The average student in Luxembourg learns 2.5 foreign languages in school, which is kinda weird, because what does half a language look like… Esperanto? But by adulthood, 61% of the population can speak three different foreign languages at a conversational level. Here’s the thing: the country has three official languages, and so much money, Luxembourgers can afford to learn another language before they go on vacation.
If your country had a dog that looked like this named after it, you’d be pretty optimistic, too. In reality, though, Malta has a kickass unemployment rate, which is less than half of any of its Mediterranean neighbors.

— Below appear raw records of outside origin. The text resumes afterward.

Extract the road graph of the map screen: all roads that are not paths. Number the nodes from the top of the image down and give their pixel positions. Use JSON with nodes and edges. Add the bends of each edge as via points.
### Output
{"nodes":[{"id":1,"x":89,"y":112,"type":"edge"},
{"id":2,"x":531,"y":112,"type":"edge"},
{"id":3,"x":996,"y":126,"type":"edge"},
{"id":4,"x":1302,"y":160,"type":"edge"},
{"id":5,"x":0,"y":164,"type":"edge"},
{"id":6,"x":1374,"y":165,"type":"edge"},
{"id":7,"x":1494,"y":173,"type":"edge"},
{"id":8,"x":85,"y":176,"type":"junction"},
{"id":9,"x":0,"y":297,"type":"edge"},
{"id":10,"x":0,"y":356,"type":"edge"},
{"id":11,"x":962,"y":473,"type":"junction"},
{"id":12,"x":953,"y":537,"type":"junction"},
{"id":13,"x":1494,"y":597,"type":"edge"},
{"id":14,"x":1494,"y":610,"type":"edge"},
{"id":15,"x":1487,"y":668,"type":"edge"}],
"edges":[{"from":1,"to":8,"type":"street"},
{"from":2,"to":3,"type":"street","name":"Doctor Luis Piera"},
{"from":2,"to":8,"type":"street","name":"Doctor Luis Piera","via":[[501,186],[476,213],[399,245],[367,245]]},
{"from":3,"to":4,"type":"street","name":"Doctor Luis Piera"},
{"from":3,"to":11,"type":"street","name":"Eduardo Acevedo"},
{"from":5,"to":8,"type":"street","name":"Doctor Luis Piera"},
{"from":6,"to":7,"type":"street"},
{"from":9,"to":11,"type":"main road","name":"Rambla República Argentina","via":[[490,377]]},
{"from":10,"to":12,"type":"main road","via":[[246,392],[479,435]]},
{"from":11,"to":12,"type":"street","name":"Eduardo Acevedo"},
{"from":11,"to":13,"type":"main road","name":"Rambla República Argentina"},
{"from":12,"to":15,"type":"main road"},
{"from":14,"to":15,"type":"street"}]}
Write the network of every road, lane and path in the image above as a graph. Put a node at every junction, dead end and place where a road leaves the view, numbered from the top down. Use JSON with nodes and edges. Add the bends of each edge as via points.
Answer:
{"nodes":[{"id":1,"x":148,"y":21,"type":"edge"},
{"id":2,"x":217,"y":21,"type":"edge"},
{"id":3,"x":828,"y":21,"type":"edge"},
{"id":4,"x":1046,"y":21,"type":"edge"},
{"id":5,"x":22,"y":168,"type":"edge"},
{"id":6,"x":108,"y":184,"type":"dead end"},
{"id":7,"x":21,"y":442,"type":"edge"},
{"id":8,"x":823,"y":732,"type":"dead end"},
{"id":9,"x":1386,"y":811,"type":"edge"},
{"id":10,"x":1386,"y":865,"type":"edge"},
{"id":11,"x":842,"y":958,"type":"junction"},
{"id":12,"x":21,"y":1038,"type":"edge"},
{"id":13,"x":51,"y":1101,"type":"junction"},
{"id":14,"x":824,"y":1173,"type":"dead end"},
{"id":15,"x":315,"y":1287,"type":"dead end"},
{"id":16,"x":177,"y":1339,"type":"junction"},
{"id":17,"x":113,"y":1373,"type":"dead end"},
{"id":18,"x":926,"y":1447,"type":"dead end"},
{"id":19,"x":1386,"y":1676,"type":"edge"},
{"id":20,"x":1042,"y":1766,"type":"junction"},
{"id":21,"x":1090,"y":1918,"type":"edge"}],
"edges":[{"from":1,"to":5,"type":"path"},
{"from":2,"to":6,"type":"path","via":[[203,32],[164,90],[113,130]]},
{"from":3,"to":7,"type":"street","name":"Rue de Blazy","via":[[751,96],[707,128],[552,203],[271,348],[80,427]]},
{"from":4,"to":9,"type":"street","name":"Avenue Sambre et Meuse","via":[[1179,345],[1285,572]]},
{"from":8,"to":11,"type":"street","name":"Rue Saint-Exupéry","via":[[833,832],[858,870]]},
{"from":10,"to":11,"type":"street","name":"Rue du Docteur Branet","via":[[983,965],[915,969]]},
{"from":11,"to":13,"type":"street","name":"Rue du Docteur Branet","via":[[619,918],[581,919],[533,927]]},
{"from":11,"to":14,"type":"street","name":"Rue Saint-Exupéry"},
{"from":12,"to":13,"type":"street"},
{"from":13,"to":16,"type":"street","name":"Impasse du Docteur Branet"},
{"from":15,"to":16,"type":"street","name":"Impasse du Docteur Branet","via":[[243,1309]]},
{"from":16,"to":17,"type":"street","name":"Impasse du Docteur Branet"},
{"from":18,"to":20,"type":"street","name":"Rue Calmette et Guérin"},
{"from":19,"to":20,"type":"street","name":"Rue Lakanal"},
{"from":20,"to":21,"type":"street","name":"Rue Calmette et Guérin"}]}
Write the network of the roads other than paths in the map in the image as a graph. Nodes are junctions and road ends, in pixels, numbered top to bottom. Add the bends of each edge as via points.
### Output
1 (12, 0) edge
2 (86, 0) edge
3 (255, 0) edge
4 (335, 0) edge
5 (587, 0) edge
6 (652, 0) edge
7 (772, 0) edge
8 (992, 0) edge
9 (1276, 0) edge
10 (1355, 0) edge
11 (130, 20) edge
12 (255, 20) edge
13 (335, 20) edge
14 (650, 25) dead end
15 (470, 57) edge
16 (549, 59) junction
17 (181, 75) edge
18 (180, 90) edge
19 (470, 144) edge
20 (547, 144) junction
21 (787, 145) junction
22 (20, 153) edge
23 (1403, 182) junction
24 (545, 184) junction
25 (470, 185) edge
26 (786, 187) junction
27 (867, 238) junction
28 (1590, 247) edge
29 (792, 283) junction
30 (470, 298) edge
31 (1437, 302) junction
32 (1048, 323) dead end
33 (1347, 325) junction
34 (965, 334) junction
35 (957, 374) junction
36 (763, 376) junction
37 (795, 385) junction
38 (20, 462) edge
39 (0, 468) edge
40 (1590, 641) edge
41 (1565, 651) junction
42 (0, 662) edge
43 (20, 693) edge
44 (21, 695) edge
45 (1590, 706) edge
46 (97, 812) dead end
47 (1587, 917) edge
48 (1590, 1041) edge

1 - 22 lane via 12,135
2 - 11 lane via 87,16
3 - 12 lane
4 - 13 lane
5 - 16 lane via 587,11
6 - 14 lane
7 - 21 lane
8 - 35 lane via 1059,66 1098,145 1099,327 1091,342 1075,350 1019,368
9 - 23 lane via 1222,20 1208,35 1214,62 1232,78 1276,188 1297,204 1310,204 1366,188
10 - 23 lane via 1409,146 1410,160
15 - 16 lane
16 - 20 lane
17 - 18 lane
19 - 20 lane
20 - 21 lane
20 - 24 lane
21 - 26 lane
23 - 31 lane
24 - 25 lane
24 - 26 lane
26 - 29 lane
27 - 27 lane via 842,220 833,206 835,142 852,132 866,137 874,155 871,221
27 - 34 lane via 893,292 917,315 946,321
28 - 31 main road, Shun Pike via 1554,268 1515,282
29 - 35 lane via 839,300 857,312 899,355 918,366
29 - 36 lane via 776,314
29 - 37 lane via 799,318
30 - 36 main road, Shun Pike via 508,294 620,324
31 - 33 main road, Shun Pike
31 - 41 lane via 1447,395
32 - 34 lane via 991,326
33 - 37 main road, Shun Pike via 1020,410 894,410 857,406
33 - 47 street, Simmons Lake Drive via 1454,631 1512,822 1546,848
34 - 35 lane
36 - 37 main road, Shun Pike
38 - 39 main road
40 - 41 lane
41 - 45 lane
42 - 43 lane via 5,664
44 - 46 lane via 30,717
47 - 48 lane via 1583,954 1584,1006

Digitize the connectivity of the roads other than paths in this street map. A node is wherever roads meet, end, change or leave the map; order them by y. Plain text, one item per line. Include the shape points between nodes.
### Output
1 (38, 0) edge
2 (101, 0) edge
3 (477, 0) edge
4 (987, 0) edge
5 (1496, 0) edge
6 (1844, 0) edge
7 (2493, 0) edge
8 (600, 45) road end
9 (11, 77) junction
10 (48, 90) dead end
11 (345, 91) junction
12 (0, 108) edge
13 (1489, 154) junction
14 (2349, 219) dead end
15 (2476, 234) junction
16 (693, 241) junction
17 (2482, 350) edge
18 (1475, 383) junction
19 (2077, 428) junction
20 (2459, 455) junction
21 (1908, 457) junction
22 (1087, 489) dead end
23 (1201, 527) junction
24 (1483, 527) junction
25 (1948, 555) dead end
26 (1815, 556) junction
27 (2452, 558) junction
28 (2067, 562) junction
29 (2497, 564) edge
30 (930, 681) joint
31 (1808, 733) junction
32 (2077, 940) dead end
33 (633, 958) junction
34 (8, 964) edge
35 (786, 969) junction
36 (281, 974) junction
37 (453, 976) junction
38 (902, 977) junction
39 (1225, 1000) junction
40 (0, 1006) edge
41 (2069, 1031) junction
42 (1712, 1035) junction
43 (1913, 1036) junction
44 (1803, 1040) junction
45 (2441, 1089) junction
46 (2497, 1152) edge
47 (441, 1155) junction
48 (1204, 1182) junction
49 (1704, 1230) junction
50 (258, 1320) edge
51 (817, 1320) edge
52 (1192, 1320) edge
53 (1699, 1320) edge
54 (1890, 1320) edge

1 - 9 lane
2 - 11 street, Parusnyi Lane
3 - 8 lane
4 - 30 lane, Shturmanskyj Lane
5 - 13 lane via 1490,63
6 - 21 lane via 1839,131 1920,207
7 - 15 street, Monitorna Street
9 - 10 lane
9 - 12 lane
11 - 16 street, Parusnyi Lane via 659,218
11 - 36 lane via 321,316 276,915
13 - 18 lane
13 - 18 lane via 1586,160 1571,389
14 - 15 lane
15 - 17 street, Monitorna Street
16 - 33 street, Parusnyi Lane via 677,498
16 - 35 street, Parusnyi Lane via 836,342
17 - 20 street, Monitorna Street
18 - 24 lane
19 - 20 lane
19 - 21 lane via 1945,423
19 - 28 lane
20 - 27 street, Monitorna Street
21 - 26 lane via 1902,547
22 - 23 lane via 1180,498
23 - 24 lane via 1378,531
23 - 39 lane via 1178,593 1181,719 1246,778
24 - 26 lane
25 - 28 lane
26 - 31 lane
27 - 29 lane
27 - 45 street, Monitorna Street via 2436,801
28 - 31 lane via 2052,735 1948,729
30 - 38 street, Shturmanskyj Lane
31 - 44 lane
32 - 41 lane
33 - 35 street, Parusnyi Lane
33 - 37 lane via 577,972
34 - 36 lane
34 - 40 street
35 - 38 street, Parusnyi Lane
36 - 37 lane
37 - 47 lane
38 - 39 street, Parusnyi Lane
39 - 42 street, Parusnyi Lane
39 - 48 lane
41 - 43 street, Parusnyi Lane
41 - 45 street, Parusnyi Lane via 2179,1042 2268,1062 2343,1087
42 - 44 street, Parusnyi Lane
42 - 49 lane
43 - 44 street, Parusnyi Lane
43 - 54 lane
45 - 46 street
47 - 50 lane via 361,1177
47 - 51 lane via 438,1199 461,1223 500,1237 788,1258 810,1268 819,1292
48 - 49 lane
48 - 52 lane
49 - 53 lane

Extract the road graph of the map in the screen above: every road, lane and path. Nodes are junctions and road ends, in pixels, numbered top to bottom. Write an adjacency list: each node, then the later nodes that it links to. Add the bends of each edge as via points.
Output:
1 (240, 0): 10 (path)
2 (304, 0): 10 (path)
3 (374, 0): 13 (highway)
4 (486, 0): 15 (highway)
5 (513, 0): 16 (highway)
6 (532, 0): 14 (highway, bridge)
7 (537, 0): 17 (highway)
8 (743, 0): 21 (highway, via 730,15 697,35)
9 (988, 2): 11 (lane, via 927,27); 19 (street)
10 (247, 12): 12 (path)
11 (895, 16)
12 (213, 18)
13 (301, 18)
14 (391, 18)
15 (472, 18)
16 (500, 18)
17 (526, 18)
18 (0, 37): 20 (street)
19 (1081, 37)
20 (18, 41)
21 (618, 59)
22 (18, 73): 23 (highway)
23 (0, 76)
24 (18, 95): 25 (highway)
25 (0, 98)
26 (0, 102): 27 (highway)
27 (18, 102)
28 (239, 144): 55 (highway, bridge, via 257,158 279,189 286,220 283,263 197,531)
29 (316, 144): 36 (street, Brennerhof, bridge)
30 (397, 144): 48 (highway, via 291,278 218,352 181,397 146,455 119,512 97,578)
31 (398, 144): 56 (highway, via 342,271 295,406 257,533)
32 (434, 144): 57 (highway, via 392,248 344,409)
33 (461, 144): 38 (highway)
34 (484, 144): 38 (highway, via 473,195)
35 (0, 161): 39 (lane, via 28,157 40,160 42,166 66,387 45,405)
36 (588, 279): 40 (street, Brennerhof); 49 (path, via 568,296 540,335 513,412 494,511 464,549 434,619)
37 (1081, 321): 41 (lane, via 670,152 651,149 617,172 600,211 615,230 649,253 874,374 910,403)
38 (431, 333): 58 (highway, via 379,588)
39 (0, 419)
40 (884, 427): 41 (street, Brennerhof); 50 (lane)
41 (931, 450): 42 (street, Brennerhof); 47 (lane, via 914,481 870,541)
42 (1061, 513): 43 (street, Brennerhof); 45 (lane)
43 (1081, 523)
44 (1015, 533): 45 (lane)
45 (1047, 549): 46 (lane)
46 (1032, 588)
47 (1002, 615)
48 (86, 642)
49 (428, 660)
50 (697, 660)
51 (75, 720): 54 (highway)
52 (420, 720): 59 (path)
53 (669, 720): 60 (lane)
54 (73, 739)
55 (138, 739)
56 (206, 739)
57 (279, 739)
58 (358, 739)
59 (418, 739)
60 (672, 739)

Smoking is a gigantic public health problem in Europe, but fortunately, 30% of the Dutch have already quit smoking tobacco cigarettes. However, there may be a thing or two still available to smoke in Amsterdam.
Poland produces more than 3 million tons of apples per year, but only about 900,000 tons of pork, so Poles are definitely going for seconds of applesauce with their dinner.
Nearly half of the world’s cork supply comes from Portugal (about 49.6%). Everyone would be drinking a lot more boxed wine if it weren’t for the glorious corks of Portugal.
Romanians are not very interested in seeing films in theaters, but they’re also uninterested in doing cocaine. So who knows what they do on first dates.
This is a real statistic someone tracks. More Slovakians reported having previously worked with a robot either at home or at school. Maybe “The Jetsons” actually takes place in Slovakia, and not the future. Or maybe Slovakia is the future…
Slovenia: Fewest teen moms
Perhaps it’s because of excellent access to birth control, or because young Slovenians are too busy studying German to have sex, but the country has the lowest incidence of teen moms. Not to be confused with “Teen Mom,” which airs on MTV Czech in Slovakia.
What are most people looking for when they study abroad? Warm weather, nice beaches, and an excellent selection of ham. Spain checks all the boxes, and then some.
94.8% of Swedes have Internet access. The other 5.2% still have to walk back to IKEA or call on a rotary phone to figure out how the hell to assemble their new end table.
There have been a lot of high-profile British murderers: Jack the Ripper, Harold Shipman, Voldemort. But the UK actually has the lowest homicide rate at only 0.3 per 100,000 inhabitants. Those Brits… so polite.